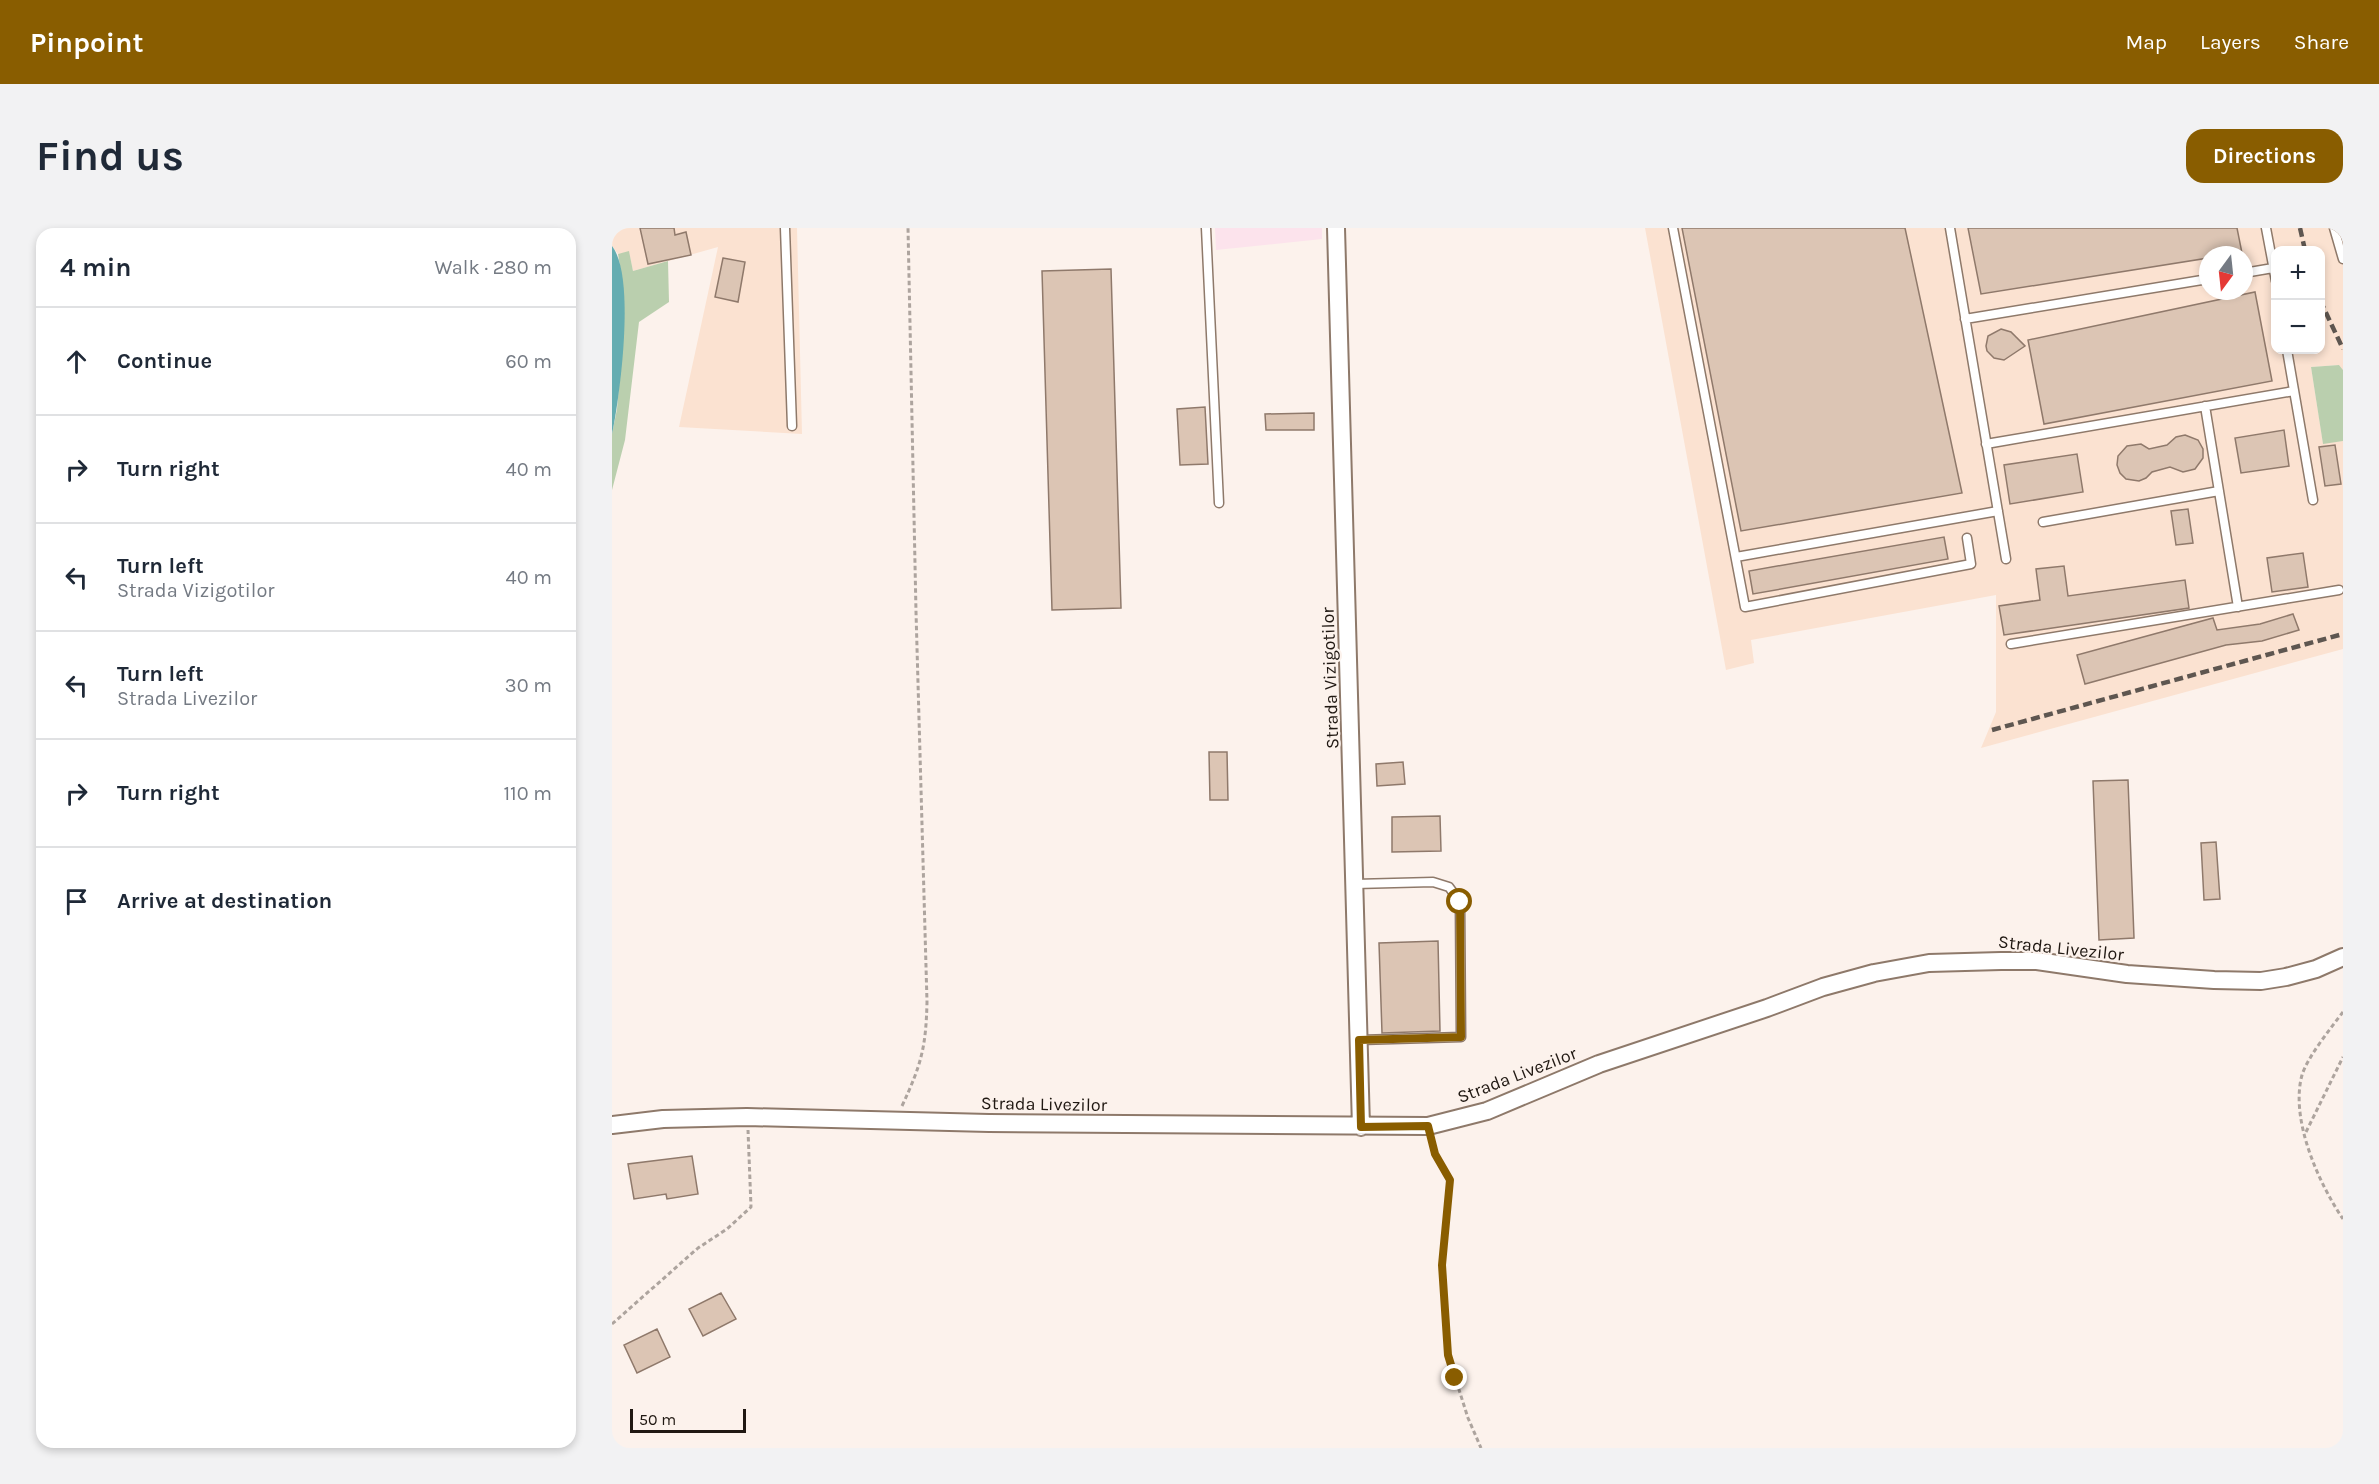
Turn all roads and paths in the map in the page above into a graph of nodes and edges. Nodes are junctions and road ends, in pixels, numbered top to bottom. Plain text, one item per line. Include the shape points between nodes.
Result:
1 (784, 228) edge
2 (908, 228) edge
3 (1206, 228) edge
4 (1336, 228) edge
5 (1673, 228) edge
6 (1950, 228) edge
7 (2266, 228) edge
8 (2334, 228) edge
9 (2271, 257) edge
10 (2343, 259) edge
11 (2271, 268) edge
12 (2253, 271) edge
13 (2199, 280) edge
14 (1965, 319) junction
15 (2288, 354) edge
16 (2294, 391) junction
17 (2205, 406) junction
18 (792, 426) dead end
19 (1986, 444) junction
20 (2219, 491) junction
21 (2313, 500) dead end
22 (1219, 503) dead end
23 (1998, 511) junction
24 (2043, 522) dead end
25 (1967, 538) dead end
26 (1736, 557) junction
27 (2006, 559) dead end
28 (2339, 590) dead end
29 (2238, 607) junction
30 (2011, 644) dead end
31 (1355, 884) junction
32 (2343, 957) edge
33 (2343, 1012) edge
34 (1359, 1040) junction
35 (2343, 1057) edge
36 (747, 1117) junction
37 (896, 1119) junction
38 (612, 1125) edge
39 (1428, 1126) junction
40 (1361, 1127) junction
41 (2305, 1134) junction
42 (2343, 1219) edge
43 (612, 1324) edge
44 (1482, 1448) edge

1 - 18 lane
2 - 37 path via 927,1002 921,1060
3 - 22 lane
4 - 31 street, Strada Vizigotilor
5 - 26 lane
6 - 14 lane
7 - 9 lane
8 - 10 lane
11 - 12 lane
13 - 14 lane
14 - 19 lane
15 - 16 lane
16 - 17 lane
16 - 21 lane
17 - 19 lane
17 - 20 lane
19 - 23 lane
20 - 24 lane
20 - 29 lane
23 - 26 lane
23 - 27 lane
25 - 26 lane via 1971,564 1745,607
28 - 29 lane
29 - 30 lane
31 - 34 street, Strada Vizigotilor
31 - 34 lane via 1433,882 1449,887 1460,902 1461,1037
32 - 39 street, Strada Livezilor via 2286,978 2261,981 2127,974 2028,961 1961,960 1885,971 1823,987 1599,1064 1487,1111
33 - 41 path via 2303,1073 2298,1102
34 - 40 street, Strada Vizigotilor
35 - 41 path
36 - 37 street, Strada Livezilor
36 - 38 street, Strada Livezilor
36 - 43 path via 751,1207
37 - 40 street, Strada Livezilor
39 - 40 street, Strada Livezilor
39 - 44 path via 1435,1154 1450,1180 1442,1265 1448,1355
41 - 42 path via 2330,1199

━━━

[ASSIGNMENT]: Please print every record exactly as written, without the pictures.

[TASK RESULT]:
Turn all roads and paths in the map in the page above into a graph of nodes and edges. Nodes are junctions and road ends, in pixels, numbered top to bottom. Plain text, one item per line. Include the shape points between nodes.
Result:
1 (784, 228) edge
2 (908, 228) edge
3 (1206, 228) edge
4 (1336, 228) edge
5 (1673, 228) edge
6 (1950, 228) edge
7 (2266, 228) edge
8 (2334, 228) edge
9 (2271, 257) edge
10 (2343, 259) edge
11 (2271, 268) edge
12 (2253, 271) edge
13 (2199, 280) edge
14 (1965, 319) junction
15 (2288, 354) edge
16 (2294, 391) junction
17 (2205, 406) junction
18 (792, 426) dead end
19 (1986, 444) junction
20 (2219, 491) junction
21 (2313, 500) dead end
22 (1219, 503) dead end
23 (1998, 511) junction
24 (2043, 522) dead end
25 (1967, 538) dead end
26 (1736, 557) junction
27 (2006, 559) dead end
28 (2339, 590) dead end
29 (2238, 607) junction
30 (2011, 644) dead end
31 (1355, 884) junction
32 (2343, 957) edge
33 (2343, 1012) edge
34 (1359, 1040) junction
35 (2343, 1057) edge
36 (747, 1117) junction
37 (896, 1119) junction
38 (612, 1125) edge
39 (1428, 1126) junction
40 (1361, 1127) junction
41 (2305, 1134) junction
42 (2343, 1219) edge
43 (612, 1324) edge
44 (1482, 1448) edge

1 - 18 lane
2 - 37 path via 927,1002 921,1060
3 - 22 lane
4 - 31 street, Strada Vizigotilor
5 - 26 lane
6 - 14 lane
7 - 9 lane
8 - 10 lane
11 - 12 lane
13 - 14 lane
14 - 19 lane
15 - 16 lane
16 - 17 lane
16 - 21 lane
17 - 19 lane
17 - 20 lane
19 - 23 lane
20 - 24 lane
20 - 29 lane
23 - 26 lane
23 - 27 lane
25 - 26 lane via 1971,564 1745,607
28 - 29 lane
29 - 30 lane
31 - 34 street, Strada Vizigotilor
31 - 34 lane via 1433,882 1449,887 1460,902 1461,1037
32 - 39 street, Strada Livezilor via 2286,978 2261,981 2127,974 2028,961 1961,960 1885,971 1823,987 1599,1064 1487,1111
33 - 41 path via 2303,1073 2298,1102
34 - 40 street, Strada Vizigotilor
35 - 41 path
36 - 37 street, Strada Livezilor
36 - 38 street, Strada Livezilor
36 - 43 path via 751,1207
37 - 40 street, Strada Livezilor
39 - 40 street, Strada Livezilor
39 - 44 path via 1435,1154 1450,1180 1442,1265 1448,1355
41 - 42 path via 2330,1199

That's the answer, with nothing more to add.